-M 2 Question - Githubissues

calacademy-research / minibar

Dual barcode and primer demultiplexing for MinION sequenced reads

BSD 2-Clause "Simplified" License

35 stars 5 forks source link

-M 2 Question #6

Open lroppolo opened 2 years ago

lroppolo commented 2 years ago

Hello there!

I have a question about the -M 2 option for identifying sample types using the barcodes.

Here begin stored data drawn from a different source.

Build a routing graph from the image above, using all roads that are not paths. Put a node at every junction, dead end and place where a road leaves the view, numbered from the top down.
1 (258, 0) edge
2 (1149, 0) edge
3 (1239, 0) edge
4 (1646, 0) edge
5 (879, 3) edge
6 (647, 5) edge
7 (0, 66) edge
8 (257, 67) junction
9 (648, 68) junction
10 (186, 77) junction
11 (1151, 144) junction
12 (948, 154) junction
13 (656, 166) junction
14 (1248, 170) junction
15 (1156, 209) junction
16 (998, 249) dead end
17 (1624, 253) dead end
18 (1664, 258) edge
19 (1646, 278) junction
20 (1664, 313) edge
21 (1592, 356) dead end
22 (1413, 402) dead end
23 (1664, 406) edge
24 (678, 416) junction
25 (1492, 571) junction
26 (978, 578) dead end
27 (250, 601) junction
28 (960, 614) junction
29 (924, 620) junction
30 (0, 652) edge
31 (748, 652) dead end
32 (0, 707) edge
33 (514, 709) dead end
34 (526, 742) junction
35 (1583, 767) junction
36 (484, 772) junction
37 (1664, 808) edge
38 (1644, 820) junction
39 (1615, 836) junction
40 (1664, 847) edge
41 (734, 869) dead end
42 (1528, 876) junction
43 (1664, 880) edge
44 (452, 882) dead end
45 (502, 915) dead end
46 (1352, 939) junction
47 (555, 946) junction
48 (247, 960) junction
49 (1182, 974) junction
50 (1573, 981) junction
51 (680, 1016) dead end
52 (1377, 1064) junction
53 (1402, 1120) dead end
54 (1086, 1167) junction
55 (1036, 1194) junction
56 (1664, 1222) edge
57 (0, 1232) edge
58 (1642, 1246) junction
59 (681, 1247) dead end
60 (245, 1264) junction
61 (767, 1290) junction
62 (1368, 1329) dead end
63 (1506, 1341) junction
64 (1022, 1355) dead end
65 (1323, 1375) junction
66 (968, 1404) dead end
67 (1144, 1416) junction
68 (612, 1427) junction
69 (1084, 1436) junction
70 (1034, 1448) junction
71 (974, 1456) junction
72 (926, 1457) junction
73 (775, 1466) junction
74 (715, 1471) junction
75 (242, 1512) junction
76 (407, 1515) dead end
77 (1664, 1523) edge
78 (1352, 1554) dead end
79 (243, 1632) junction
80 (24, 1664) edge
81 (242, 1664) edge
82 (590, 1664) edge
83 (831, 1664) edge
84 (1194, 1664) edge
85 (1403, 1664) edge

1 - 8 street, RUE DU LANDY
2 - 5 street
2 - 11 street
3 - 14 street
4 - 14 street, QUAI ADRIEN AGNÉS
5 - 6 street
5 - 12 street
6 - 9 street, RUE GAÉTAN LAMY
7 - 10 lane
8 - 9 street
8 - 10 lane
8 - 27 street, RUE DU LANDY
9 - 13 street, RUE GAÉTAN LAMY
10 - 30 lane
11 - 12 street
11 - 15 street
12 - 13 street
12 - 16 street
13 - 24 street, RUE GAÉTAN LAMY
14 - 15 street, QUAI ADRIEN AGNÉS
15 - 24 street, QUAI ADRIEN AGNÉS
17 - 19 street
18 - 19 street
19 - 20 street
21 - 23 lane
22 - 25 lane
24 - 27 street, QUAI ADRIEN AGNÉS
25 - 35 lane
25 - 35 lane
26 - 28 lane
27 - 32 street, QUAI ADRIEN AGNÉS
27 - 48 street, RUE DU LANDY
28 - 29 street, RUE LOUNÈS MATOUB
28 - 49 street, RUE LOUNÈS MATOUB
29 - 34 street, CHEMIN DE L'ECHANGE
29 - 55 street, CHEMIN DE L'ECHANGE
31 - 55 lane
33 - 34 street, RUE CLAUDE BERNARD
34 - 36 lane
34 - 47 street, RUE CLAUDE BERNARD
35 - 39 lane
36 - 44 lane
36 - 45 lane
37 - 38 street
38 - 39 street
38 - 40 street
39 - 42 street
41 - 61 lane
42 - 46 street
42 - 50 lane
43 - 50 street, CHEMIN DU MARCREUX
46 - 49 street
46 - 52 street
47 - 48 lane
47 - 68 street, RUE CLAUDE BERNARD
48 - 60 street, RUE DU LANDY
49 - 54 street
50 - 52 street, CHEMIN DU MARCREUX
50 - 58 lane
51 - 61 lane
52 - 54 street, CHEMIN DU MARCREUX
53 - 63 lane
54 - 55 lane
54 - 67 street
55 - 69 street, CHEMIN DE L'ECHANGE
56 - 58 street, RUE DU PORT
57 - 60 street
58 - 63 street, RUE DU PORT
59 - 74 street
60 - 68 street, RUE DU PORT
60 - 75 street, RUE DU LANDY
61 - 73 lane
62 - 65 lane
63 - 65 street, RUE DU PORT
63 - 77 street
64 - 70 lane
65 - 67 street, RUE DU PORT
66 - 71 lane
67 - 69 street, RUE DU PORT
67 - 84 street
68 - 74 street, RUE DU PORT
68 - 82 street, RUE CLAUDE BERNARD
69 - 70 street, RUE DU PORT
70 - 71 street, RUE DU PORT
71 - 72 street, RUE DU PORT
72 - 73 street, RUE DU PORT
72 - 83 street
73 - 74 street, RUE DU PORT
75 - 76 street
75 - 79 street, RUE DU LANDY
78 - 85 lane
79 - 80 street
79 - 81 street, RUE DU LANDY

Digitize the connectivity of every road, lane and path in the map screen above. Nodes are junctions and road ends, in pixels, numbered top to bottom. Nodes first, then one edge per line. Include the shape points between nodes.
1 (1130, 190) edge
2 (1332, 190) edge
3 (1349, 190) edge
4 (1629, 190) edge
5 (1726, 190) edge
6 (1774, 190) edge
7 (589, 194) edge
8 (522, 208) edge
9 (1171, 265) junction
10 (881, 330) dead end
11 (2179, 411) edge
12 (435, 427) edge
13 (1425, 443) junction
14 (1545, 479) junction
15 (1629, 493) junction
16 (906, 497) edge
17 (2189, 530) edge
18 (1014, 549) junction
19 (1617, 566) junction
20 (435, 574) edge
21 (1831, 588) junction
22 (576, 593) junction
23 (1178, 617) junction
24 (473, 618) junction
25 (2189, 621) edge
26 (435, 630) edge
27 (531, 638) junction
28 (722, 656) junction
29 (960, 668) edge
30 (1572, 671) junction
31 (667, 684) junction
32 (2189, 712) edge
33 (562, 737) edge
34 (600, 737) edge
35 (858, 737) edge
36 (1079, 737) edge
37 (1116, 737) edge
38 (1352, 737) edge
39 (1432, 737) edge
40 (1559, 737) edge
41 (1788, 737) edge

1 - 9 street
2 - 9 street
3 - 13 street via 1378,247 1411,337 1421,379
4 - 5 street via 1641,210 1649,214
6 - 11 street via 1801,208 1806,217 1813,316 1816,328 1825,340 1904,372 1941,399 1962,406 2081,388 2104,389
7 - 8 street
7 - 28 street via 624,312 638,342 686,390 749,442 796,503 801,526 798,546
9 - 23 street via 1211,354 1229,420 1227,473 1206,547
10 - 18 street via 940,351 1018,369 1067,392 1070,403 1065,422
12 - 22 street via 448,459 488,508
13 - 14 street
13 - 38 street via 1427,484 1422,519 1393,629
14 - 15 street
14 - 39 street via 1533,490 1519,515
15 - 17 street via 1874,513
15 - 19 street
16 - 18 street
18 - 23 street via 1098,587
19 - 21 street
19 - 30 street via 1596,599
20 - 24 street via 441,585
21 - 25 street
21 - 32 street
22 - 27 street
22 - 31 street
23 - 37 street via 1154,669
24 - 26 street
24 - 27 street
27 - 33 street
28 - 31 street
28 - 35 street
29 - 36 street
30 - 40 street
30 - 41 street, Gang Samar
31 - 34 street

I see that option 2 finds matched barcodes on both ends of sequence, and identifies pairs that match a sample ID. I am using a dual-indexed barcode set on 16 samples, and when I select this option for demultiplexing, I end up with nearly 18,000 individual fastq files as output instead of 16 individual bins for my samples. Am I doing something wrong here? I just need some guidance on how this works so I can be sure I'm doing the right thing.

Thanks!

Lauren

jbh-cas commented 2 years ago

That does seem excessive. Let's look at some of the headers for the output files by doing this: head -n 1 *fastq | head -n 30 That will show the file names and first lines for 10 of the fastq files to give a sense of what is being called. You can just paste that into a response. Also if you could share the barcode file as an attachment that would be helpful. My first guess is that there is something in the barcode file that causes each record to be seen as a sample. Though I don't know what that might be. That's why taking a look at the barcode file and the headers will be helpful. ---------------------------- Original Message ----------------------------

Subject: [calacademy-research/minibar] -M 2 Question (Issue #6)

From: "LR Brazell" @.***>

Date: Wed, September 14, 2022 9:14 am

To: "calacademy-research/minibar" @.***>

Cc: "Subscribed" @.***>

Hello there!

I have a question about the -M 2 option for identifying sample types using the barcodes.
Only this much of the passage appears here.